Project: doc-warden

Doc-Warden is an internal project created by the Azure SDK Team. It is intended to be used by CI Builds to ensure that documentation standards are met. See readme for more details.

Project Details

Latest version
0.7.2
Home Page
https://github.com/Azure/azure-sdk-tools/
PyPI Page
https://pypi.org/project/doc-warden/

Project Popularity

PageRank
0.006435826303365408
Number of downloads
90179

Doc Warden Build Status

Every CI build owned by the Azure-SDK team also needs to verify that the documentation within the target repo meets a set of standards. Doc-warden is intended to ease the implementation of these checks in CI builds.

Features:

  • Enforces Readme Standards
    • Readmes present
    • Readmes have appropriate content
  • Enforces Changelog Standards
    • Changelogs Present
    • Changelogs contain entry and content for the latest package version
  • Generates report for included observed packages

This package is tested on Python 3.4 -> 3.8. This package went python3-only starting with 0.7.0.

Prerequisites

This package is intended to be run as part of a pipeline within Azure DevOps. As such, Python must be installed prior to attempting to install or use Doc-Warden.
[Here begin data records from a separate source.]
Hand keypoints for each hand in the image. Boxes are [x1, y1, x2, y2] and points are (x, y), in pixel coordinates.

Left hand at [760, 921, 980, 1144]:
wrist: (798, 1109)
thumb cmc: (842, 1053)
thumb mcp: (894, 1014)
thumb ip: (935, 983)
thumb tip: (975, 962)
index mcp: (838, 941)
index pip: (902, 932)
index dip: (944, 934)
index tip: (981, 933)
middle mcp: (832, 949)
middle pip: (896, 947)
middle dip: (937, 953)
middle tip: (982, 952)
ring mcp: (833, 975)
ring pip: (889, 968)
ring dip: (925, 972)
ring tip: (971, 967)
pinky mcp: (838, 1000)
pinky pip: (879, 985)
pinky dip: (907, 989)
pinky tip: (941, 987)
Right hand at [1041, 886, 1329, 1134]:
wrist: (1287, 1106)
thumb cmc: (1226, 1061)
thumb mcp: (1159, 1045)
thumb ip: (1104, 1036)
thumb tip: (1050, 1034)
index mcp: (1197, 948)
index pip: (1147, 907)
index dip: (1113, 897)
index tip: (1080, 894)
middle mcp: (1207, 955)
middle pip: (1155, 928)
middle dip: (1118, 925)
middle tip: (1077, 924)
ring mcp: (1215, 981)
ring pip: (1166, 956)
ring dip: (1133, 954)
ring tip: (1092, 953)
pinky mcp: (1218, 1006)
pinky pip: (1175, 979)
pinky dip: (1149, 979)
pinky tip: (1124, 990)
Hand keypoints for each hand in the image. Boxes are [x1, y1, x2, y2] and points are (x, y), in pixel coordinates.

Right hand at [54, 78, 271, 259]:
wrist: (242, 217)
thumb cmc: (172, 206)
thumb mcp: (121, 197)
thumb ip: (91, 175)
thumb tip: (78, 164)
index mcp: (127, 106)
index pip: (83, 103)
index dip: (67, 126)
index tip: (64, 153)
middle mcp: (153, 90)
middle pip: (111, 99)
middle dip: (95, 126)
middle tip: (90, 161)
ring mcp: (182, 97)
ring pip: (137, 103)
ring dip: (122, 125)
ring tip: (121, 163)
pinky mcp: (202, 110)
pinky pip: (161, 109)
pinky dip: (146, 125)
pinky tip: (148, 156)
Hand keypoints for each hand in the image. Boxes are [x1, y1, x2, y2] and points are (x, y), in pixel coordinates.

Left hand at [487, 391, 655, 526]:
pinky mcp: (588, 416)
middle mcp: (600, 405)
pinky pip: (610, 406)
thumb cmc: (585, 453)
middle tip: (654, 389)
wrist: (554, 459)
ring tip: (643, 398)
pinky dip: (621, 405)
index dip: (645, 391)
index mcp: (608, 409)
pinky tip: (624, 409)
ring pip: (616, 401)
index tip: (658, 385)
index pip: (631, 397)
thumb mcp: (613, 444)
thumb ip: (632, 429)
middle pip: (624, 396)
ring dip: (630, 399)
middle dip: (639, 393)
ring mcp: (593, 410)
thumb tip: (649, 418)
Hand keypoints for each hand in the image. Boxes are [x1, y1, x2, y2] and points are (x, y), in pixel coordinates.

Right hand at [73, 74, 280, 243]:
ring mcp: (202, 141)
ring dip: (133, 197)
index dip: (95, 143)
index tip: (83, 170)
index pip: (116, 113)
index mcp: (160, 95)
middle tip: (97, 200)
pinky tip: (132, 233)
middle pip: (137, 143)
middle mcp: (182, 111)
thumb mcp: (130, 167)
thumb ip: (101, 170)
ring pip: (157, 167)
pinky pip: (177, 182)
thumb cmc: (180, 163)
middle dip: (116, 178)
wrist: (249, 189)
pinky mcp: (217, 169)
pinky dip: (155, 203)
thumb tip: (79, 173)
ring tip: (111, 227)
While pip comes pre-installed on most modern Python installs, if pip is an unrecognized command when attempting to install warden, run the following command after your Python installation is complete.

In addition, warden is distributed using setuptools and wheel, so those packages should also be present prior to install.

/:> python -m ensurepip
/:> pip install setuptools wheel

Usage

Right now, warden supports two main purposes. 1. Readme and Changelog enforcement (scan, content, presence), and 2. package indexing (index).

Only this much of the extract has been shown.